=== Given data ===

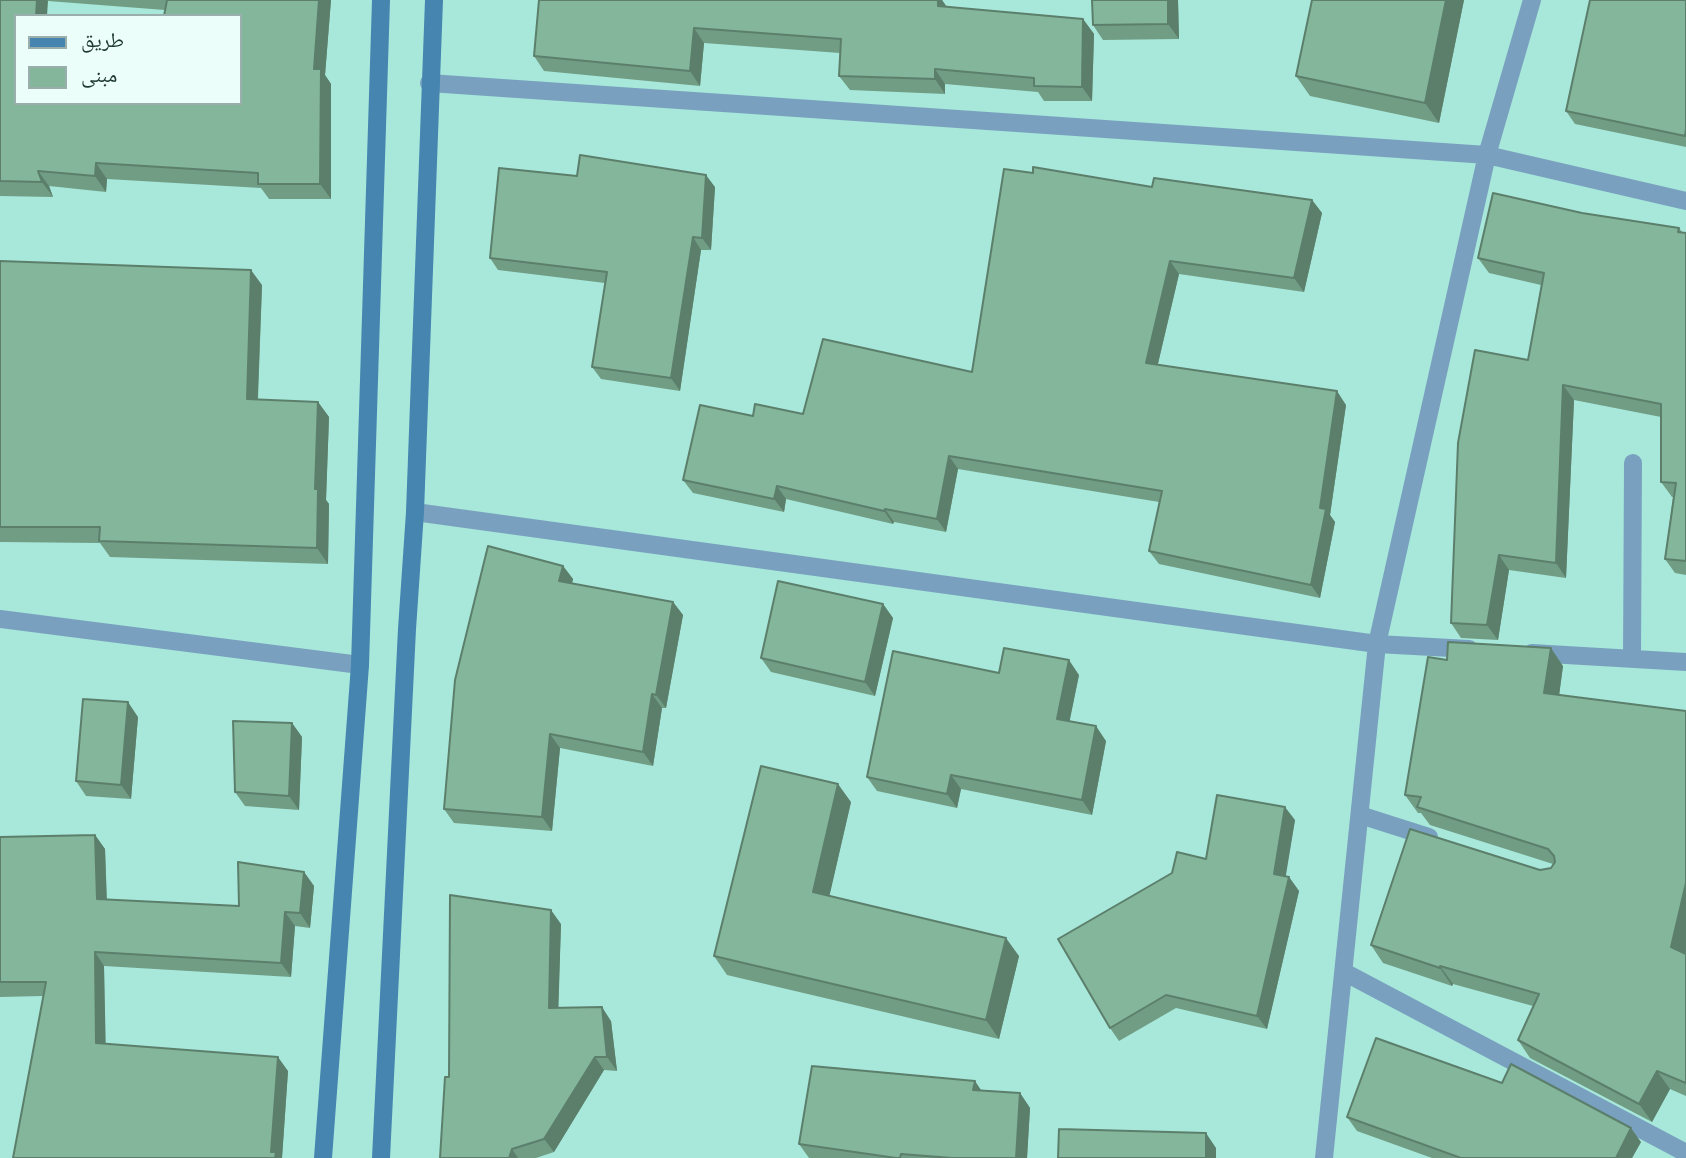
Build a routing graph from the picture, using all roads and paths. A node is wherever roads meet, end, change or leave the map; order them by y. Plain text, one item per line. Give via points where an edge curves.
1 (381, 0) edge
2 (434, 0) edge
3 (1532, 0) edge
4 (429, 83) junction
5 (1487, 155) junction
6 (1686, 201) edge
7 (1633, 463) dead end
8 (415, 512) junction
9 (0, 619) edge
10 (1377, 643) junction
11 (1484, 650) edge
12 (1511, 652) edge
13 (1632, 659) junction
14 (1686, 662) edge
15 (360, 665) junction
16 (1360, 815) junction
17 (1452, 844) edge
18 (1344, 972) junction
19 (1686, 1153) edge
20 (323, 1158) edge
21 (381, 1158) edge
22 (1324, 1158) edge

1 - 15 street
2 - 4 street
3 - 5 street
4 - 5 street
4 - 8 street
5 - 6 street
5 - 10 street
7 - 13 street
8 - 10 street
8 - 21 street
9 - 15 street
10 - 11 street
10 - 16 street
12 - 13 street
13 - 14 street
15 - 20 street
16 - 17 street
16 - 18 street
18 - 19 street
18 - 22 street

===

• **Work instruction**
Write the data above out exactly. Leave out any pictures.

• **Your solution**
Build a routing graph from the picture, using all roads and paths. A node is wherever roads meet, end, change or leave the map; order them by y. Plain text, one item per line. Give via points where an edge curves.
1 (381, 0) edge
2 (434, 0) edge
3 (1532, 0) edge
4 (429, 83) junction
5 (1487, 155) junction
6 (1686, 201) edge
7 (1633, 463) dead end
8 (415, 512) junction
9 (0, 619) edge
10 (1377, 643) junction
11 (1484, 650) edge
12 (1511, 652) edge
13 (1632, 659) junction
14 (1686, 662) edge
15 (360, 665) junction
16 (1360, 815) junction
17 (1452, 844) edge
18 (1344, 972) junction
19 (1686, 1153) edge
20 (323, 1158) edge
21 (381, 1158) edge
22 (1324, 1158) edge

1 - 15 street
2 - 4 street
3 - 5 street
4 - 5 street
4 - 8 street
5 - 6 street
5 - 10 street
7 - 13 street
8 - 10 street
8 - 21 street
9 - 15 street
10 - 11 street
10 - 16 street
12 - 13 street
13 - 14 street
15 - 20 street
16 - 17 street
16 - 18 street
18 - 19 street
18 - 22 street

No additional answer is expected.